Economia di Redazione , 09/07/2026 12:56

Valpolicella: nel 2025 prodotte 57,5 milioni di bottiglie, export in 87 Paesi

Consorzio Valpolicella

Il sistema Valpolicella conferma la propria solidità sui mercati internazionali, pur in una fase di fisiologica contrazione dei volumi. Nel 2025 la denominazione ha prodotto quasi 57,5 milioni di bottiglie, il 3% in meno rispetto all'anno precedente, mantenendo però una presenza consolidata in 87 Paesi e rafforzando le attività di promozione all'estero. È quanto emerge dalla sesta edizione del Valpolicella Annual Report del Consorzio Tutela Vini Valpolicella, presentata oggi a Palazzo Ferro Fini, sede del Consiglio regionale del Veneto, alla presenza del presidente della Regione Veneto, Alberto Stefani, del consigliere regionale Alberto Bozza e del presidente del Consorzio, Christian Marchesini.

La principale denominazione dei vini rossi del Veneto può contare su un vigneto stabile di 8.614 ettari, distribuiti in 19 Comuni e 11 vallate, e su una filiera composta da oltre 2.200 aziende tra viticoltori, vinificatori e imbottigliatori. Il Comune di Verona si conferma il primo per superficie vitata con il 15% del totale, seguito da Negrar e San Pietro in Cariano (13% ciascuno) e da Illasi (11%). Insieme questi territori rappresentano oltre la metà della superficie vitata della denominazione. Sul piano varietale resta dominante la Corvina, che copre il 56% della superficie rivendicata, seguita da Rondinella e Corvinone (19% ciascuna), mentre la Molinara mantiene una quota del 2%.

Nel 2025 sono stati raccolti 840.510 quintali di uva, di cui 327.545 quintali destinati all'appassimento. L'imbottigliato complessivo si è attestato a 57,5 milioni di bottiglie, con una riduzione generalizzata delle principali tipologie: Amarone e Recioto si fermano a 13,58 milioni di bottiglie (-2,4%), il Valpolicella Ripasso a 27,37 milioni (-3,7%) e il Valpolicella Doc a 16,5 milioni (-2,7%). Un andamento che, secondo il Consorzio, conferma una fase di normalizzazione dei volumi.

«La congiuntura internazionale richiede oggi una responsabilità ancora maggiore. Il nostro compito non è inseguire i volumi, ma preservare il valore della denominazione. Siamo impegnati a governare con equilibrio la produzione e a investire nella promozione per rafforzare la competitività delle imprese e consolidare il ruolo dei vini della Valpolicella nei mercati nazionali e internazionali», ha dichiarato il presidente del Consorzio, Christian Marchesini.

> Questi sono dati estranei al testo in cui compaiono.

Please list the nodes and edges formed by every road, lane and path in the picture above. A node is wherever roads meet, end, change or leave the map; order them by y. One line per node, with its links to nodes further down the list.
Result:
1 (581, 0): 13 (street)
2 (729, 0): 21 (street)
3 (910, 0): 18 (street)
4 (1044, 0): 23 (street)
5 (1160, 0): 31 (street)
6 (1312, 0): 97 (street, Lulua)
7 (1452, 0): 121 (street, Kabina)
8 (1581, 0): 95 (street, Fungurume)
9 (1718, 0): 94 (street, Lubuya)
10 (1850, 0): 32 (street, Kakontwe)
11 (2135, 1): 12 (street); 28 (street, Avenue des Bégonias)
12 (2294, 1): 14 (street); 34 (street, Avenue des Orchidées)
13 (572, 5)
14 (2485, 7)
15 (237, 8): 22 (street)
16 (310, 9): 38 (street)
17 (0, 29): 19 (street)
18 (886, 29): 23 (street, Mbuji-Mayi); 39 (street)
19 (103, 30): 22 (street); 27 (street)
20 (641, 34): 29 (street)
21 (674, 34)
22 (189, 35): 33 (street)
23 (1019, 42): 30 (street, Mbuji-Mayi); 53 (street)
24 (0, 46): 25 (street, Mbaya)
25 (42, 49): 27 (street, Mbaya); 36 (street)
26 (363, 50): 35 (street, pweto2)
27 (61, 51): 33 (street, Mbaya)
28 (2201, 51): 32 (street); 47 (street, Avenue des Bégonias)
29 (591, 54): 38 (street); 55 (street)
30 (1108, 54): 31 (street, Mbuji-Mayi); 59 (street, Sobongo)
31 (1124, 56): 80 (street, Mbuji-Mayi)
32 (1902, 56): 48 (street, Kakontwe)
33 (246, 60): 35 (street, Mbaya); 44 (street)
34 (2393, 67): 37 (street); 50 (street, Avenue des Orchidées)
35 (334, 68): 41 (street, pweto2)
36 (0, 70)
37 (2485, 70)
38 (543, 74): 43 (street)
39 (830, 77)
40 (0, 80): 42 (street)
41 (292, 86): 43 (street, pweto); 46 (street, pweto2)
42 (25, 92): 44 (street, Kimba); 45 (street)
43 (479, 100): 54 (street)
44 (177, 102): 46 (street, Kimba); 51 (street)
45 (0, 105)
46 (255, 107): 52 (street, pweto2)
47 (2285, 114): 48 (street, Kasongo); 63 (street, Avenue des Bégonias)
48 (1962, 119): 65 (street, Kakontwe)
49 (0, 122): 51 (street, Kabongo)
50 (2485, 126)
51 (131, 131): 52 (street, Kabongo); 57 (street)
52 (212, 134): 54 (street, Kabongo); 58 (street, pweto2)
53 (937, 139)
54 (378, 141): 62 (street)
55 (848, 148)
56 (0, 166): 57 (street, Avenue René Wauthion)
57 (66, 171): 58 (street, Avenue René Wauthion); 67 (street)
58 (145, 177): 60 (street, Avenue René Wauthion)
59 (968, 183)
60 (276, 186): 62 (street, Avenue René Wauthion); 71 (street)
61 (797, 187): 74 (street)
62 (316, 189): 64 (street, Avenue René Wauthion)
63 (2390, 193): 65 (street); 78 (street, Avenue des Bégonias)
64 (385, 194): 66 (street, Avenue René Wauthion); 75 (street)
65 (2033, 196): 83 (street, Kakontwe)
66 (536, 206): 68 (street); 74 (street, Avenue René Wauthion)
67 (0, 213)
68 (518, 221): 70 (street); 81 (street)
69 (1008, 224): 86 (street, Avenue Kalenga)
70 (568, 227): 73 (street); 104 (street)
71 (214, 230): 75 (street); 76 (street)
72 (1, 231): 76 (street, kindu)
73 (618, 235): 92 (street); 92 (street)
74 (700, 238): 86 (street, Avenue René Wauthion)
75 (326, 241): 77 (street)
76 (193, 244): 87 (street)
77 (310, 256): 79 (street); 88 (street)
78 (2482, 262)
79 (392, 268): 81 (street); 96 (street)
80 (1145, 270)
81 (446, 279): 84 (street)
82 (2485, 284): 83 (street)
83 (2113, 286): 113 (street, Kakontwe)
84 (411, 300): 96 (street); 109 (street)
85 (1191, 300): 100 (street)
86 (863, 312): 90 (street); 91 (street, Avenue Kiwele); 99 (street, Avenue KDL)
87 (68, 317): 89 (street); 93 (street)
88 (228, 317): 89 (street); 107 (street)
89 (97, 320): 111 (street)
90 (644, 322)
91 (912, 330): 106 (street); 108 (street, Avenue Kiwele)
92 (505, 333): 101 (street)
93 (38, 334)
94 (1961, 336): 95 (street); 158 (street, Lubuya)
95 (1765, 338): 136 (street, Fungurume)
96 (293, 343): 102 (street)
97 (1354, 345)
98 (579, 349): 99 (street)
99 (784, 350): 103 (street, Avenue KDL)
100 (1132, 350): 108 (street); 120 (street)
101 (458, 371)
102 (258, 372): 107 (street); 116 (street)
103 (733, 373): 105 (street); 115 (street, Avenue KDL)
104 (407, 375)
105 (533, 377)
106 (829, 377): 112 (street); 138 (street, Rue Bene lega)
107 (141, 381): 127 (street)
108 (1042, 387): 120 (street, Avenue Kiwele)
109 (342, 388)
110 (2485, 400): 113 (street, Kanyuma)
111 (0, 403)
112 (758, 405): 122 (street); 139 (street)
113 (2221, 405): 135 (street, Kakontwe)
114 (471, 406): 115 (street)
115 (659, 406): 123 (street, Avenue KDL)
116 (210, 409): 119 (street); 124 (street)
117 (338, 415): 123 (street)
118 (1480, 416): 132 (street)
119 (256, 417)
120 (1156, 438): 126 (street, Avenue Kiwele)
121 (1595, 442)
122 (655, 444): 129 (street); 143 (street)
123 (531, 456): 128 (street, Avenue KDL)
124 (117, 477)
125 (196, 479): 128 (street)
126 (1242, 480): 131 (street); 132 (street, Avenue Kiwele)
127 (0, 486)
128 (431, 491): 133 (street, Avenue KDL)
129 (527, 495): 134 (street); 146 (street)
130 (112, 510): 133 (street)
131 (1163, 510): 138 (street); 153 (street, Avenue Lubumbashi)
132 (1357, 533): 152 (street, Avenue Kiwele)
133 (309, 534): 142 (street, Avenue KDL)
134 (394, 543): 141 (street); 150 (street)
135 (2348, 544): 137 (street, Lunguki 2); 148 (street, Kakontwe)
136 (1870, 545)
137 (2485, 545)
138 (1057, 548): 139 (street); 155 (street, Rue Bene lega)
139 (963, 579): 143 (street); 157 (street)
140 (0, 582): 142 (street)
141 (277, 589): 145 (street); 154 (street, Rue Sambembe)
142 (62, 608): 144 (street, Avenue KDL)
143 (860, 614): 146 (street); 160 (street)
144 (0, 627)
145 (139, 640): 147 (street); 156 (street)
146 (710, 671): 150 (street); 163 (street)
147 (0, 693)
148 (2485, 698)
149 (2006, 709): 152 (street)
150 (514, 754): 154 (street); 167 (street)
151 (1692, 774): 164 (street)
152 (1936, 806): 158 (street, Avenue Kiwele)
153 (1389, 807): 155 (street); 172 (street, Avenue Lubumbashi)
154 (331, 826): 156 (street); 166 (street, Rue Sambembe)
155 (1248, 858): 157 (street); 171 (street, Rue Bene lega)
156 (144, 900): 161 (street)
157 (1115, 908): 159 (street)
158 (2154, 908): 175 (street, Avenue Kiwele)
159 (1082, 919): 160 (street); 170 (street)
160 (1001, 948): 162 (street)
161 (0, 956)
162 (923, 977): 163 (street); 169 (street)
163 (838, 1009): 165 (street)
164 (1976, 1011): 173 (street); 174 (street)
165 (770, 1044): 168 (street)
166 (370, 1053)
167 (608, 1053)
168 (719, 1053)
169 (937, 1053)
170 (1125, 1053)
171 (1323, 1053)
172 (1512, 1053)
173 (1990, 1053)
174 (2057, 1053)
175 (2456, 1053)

Anche il presidente della Regione Veneto, Alberto Stefani, ha sottolineato come il valore della denominazione sia strettamente legato alla qualità del prodotto e alla sua identità territoriale. «La forza del Veneto non sta nella quantità ma nella qualità. La Valpolicella rappresenta un'eccellenza costruita su una tradizione enologica secolare e su vitigni autoctoni che caratterizzano il territorio veronese. Anche in un contesto segnato da crisi internazionali, la qualità e l'identità restano gli elementi che sostengono il valore del prodotto sul mercato», ha affermato.

Il consigliere regionale Alberto Bozza ha evidenziato il ruolo del Consorzio nella tutela del territorio e della qualità produttiva, ricordando come il vino rappresenti anche uno strumento di promozione culturale ed enoturistica. Bozza ha inoltre richiamato le difficoltà che il comparto si trova ad affrontare, tra tensioni geopolitiche e incertezze sui mercati internazionali, sottolineando la necessità di fare sistema per sostenere la promozione del Made in Italy e ricordando la sfida della candidatura del rito della messa a riposo delle uve della Valpolicella a patrimonio culturale immateriale dell'Unesco.

Il report evidenzia inoltre come la denominazione continui a investire con decisione nell'internazionalizzazione. Nel corso del 2025 il Consorzio ha organizzato 27 iniziative promozionali in 16 Paesi, dagli Stati Uniti al Regno Unito, dalla Germania al Giappone, fino ad Australia, Singapore, Messico e Argentina, consolidando la presenza dei vini della Valpolicella sui principali mercati mondiali.

La presentazione del report ha aperto il programma di "Venezia Superiore", la manifestazione dedicata ai vini della Valpolicella, proseguita in serata al Teson Piccolo della Pescheria di Rialto con la degustazione di trenta etichette di Valpolicella Doc e Valpolicella Doc Superiore proposte da diciannove aziende del territorio.